Over the last 15 to 20 years, automated transaction monitoring systems have progressed from the realm of the megabanks, to AML monitoring systems at all but the smallest institutions. They are a key resource for your institution’s AML/Anti-Fraud/Sanctions compliance program.  As these systems have progressed, improved and become more commonplace, one element has remained unchanged; the key to their effectiveness is the quality and the completeness of the data they receive and the utilization of this data by the monitoring system. In making this analysis, start by looking at what information your AML system can utilize to maximize its detection and reporting capabilities; it’s all about the data.

These monitoring systems all have something in common, they apply their “magic” to transaction and customer account data.  For these monitoring systems to be as successful as possible, it is imperative that every attempt is made to provide the systems with all of the information they can use.  A review of your institution’s AML monitoring system implementation project plan will provide lists of the data elements your AML system can utilize. Additionally, the review will identify the specific banking application systems the data is being extracted from i.e. host, teller, ACH, ATM, wire etc.

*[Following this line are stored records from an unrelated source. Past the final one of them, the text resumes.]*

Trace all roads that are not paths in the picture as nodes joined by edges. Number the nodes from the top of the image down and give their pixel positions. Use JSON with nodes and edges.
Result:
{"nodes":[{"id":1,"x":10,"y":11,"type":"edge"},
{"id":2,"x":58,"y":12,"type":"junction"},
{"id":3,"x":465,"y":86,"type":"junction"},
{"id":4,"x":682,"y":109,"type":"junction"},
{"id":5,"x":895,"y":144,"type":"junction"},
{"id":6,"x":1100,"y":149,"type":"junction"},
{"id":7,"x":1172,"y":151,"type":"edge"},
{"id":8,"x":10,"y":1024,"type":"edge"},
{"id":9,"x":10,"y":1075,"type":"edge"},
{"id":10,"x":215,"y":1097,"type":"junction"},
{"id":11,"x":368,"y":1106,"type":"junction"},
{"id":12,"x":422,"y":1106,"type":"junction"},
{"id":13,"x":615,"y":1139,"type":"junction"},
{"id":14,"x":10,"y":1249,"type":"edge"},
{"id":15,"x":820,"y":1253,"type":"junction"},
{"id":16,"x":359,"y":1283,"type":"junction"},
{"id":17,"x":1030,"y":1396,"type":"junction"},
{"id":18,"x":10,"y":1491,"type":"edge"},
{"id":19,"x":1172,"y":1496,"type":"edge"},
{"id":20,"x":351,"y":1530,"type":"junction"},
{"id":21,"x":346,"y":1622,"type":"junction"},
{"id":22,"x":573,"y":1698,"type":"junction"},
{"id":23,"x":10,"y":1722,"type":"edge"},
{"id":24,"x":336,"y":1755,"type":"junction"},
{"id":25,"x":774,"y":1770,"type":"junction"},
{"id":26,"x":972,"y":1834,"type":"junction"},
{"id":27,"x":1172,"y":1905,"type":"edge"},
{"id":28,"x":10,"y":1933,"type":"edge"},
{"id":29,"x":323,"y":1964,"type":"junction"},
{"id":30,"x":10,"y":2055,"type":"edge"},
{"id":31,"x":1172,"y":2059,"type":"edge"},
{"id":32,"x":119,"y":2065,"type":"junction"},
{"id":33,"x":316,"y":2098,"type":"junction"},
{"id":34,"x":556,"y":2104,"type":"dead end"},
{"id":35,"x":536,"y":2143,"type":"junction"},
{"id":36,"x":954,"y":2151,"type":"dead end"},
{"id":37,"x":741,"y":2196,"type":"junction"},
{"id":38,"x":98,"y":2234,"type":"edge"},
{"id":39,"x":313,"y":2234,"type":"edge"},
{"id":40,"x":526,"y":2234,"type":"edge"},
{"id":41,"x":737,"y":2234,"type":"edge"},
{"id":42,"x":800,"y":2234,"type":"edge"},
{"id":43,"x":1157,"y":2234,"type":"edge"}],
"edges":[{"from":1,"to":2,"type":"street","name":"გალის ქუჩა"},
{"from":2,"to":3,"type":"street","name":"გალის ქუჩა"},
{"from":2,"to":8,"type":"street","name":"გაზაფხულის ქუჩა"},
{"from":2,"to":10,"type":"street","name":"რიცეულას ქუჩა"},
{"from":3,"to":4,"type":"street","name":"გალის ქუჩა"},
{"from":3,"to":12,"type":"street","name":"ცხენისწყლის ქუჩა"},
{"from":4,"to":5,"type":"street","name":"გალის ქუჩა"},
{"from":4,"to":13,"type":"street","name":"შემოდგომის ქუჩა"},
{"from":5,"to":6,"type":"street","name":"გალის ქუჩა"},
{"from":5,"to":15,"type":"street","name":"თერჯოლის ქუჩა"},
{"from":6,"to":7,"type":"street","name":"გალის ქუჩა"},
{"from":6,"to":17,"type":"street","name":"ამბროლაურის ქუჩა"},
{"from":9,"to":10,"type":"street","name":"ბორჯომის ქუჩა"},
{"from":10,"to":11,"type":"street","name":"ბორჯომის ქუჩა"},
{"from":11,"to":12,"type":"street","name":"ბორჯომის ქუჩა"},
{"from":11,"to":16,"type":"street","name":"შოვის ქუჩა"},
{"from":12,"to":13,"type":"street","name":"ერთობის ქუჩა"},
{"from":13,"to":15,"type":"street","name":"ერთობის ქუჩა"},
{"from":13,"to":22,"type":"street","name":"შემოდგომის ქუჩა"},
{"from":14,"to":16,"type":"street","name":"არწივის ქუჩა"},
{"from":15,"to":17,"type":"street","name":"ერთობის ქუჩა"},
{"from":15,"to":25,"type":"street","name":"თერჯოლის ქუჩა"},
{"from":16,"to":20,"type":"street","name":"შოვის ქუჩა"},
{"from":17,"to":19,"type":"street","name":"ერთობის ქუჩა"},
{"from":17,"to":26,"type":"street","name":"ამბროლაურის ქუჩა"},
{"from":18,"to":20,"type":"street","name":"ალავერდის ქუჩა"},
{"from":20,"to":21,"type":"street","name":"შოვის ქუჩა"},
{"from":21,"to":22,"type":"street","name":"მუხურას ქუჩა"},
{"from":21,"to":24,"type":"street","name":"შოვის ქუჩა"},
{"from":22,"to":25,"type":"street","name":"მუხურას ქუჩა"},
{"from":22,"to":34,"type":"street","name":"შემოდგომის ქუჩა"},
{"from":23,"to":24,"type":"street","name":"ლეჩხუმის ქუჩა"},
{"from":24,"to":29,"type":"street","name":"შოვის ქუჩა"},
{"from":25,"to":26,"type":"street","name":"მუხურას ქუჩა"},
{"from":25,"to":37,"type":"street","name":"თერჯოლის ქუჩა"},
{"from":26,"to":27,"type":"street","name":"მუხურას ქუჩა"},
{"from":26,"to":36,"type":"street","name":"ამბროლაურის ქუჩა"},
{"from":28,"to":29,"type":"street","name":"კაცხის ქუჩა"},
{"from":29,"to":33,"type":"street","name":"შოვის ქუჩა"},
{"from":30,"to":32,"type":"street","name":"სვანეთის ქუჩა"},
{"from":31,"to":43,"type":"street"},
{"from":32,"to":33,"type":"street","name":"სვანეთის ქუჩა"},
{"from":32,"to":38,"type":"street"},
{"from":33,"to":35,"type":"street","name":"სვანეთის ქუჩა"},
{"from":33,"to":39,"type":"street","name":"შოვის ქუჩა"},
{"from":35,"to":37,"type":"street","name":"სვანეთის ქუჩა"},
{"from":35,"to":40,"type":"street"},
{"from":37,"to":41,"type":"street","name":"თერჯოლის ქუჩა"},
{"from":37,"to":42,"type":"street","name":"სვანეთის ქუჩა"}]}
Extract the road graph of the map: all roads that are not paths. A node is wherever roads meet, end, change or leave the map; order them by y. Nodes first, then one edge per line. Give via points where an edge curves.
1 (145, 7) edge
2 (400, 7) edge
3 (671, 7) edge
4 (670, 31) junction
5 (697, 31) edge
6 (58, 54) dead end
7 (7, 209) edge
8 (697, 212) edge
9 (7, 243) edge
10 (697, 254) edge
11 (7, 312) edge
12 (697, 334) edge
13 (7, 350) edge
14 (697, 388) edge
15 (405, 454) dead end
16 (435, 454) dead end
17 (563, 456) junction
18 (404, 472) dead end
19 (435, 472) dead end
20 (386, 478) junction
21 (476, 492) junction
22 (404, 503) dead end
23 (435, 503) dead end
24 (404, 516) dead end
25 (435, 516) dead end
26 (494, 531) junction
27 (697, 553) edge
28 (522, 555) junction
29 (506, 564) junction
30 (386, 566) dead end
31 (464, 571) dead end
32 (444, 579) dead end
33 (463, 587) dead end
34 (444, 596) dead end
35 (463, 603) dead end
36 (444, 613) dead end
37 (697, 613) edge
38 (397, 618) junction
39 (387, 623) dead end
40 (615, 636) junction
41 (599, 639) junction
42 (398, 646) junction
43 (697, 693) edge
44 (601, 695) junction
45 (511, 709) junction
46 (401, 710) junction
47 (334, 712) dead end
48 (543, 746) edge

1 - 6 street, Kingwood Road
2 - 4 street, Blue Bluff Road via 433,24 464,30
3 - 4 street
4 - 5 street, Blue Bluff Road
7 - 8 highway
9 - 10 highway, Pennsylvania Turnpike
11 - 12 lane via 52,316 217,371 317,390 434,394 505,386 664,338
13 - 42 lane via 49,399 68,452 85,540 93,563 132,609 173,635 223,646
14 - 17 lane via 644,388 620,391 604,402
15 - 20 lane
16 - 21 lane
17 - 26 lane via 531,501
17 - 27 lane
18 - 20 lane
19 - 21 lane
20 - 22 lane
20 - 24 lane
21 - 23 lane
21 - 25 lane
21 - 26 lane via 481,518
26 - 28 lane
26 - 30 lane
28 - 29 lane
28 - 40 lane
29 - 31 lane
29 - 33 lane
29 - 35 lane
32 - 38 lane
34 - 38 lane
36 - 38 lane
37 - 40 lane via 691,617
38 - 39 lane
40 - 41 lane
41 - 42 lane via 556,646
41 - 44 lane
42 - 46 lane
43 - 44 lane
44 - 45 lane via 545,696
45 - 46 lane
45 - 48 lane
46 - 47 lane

Your financial institution’s information technology, operations department, core service provider (Fiserv, FIS, Jack Henry, etc.) or AML automation vendor, are facilitating the process of Extract, Translate, and Load (ETL) of the transactional and customer information to your AML system. This information is extracted from any or all of your numerous application systems: core/host, trust, loan, teller, wire, SWIFT, ACH, ATM, monetary instruments, remote deposit capture, mobile banking, safe deposit, customer relationship management, and online banking.  As demonstrated, the data management and integration implications can be daunting.

Considering how all of the data in these application systems are interacting, along with any manual processes in your institution, how do you ensure that your AML system is receiving all of the data it can use, and that both the integration processes, and data have integrity?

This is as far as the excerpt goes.